Eucalyptus squamosa, commonly known as scaly bark, is a species of small to medium-sized tree that is endemic to the Sydney region in New South Wales. It has rough, tessellated, fibrous or flaky bark, lance-shaped or curved adult leaves, flower buds in groups of seven, nine or eleven, white flowers and cup-shaped or hemispherical fruit.

== Description ==
Eucalyptus squamosa is a tree that typically grows to a height of 12-15 m and forms a lignotuber. It has rough, grey or reddish brown, tessellated fibrous or flaky bark on the trunk and branches. Young plants and coppice regrowth have dull green to greyish, egg-shaped leaves that are 45-100 mm long and 20-60 mm wide and petiolate. Adult leaves are arranged alternately, the same shade of green to greyish on both sides, lance-shaped to curved, 60-130 mm long and 9-20 mm wide, tapering to a petiole 10-22 mm long. The flower buds are arranged in leaf axils in groups of seven, nine or eleven on paired peduncles 5-13 mm long, the individual buds on pedicels 1-4 mm long. Mature buds are oval, 6-11 mm long and 3-5 mm wide with a conical to beaked operculum. Flowering occurs from October to December and the flowers are white. The fruit is a woody cup-shaped or hemispherical capsule 4-7 mm long and 6-8 mm wide with the valves protruding strongly.

==Taxonomy and naming==
Eucalyptus squamosa was first formally described in 1898 by Joseph Maiden and Henry Deane in Proceedings of the Linnean Society of New South Wales.

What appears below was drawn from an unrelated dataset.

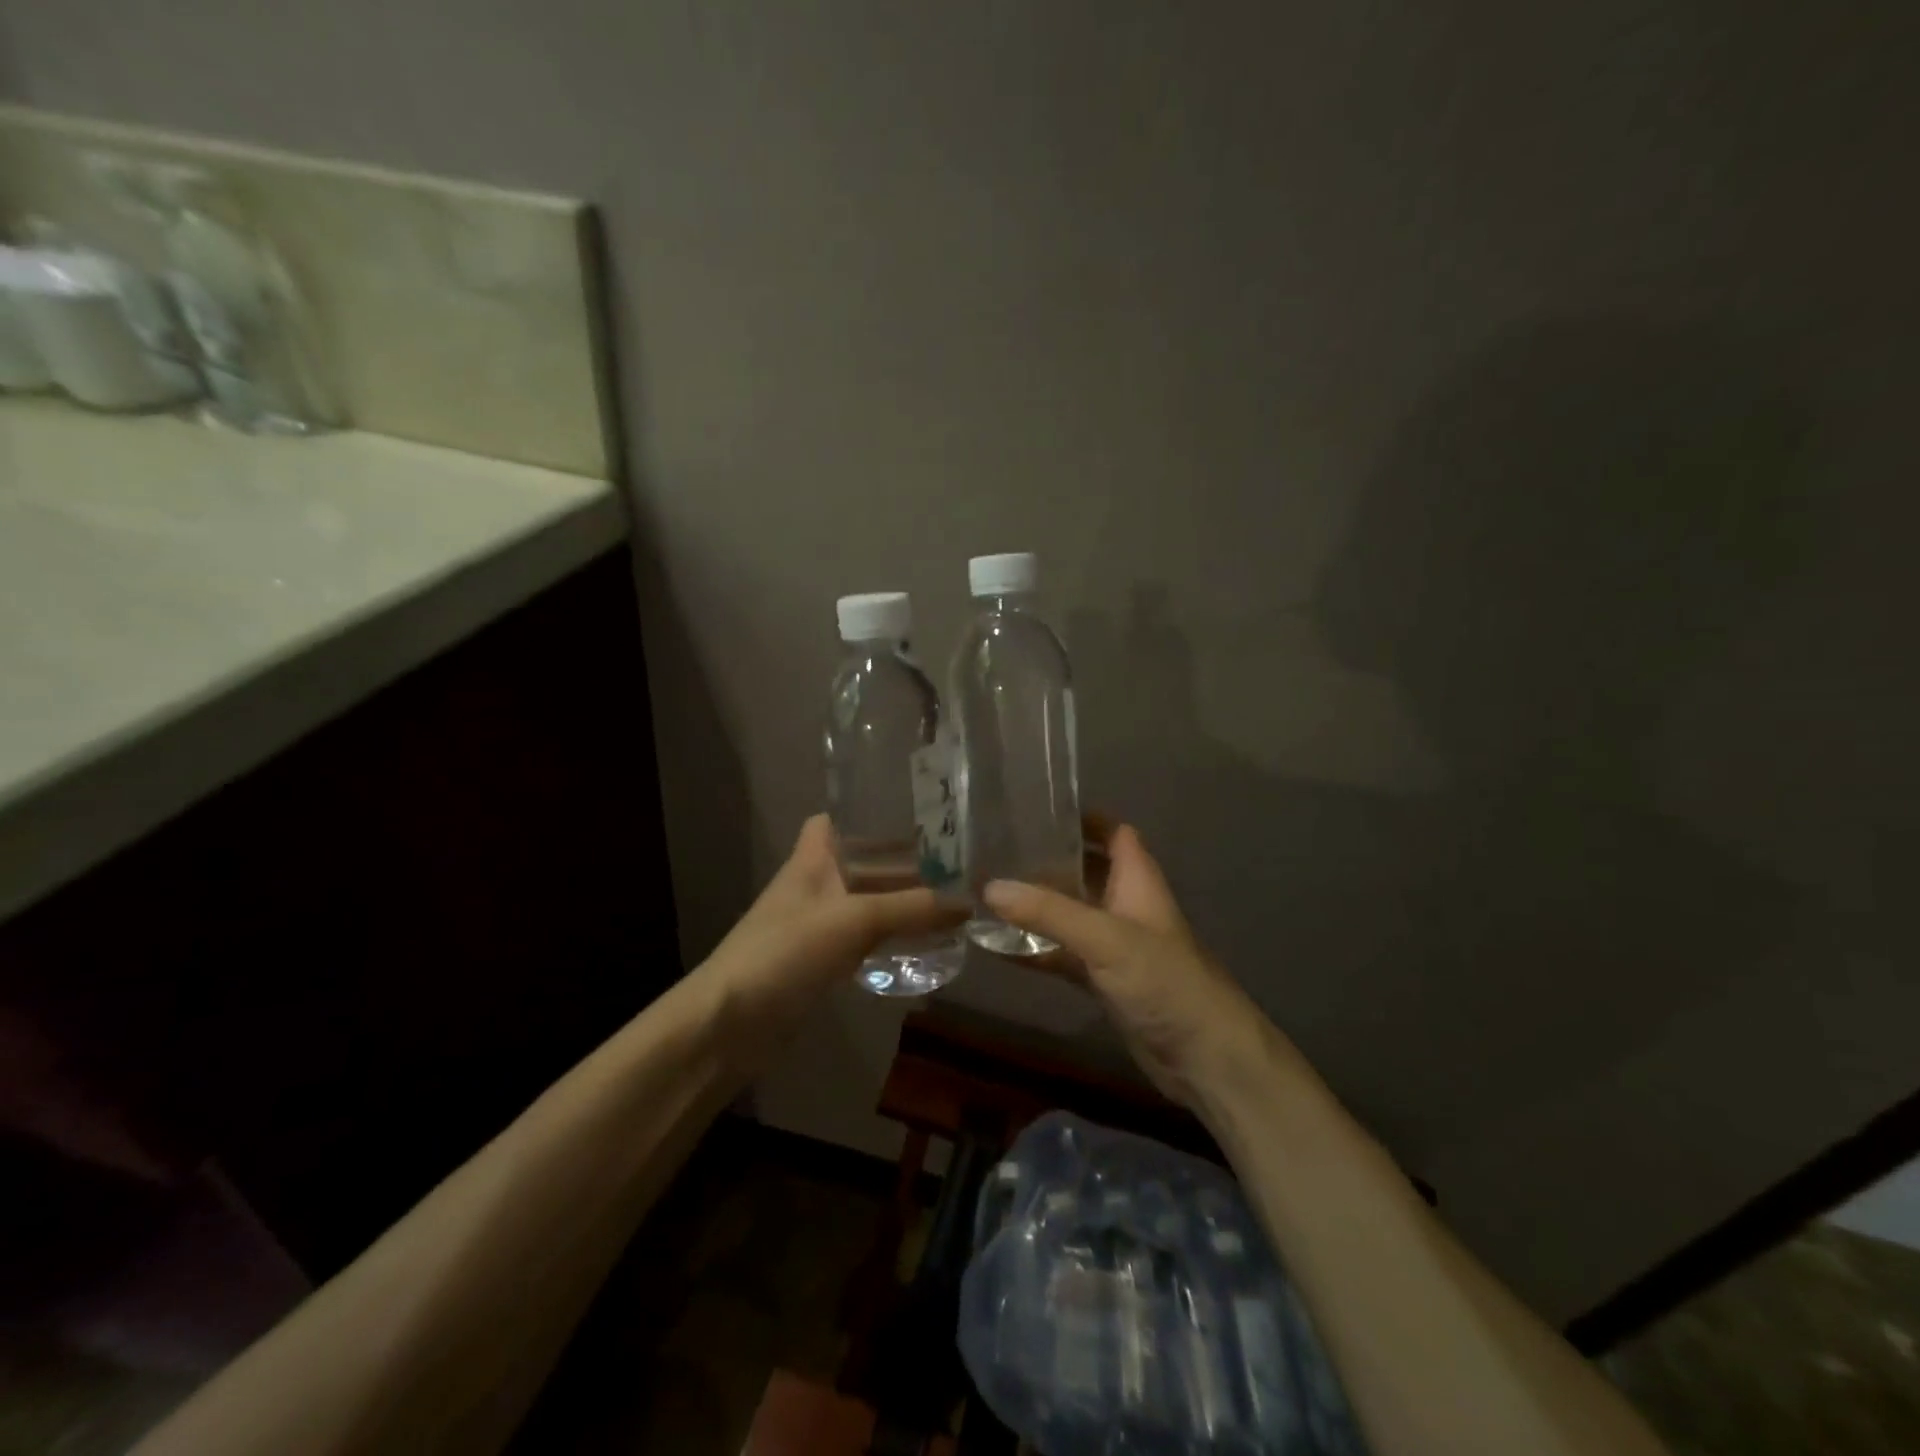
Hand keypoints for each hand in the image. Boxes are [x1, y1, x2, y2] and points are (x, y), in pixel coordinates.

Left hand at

The specific epithet (squamosa) is from the Latin word squamosus, meaning "scaly", referring to the bark of this species.

==Distribution and habitat==
Scaly bark grows in sclerophyll woodland, where soil accumulates in depressions on the sandstone on and around sandstone plateaus, often on lateritic soils. It occurs in the Sydney region, between the Putty and Broke districts and the Royal National Park.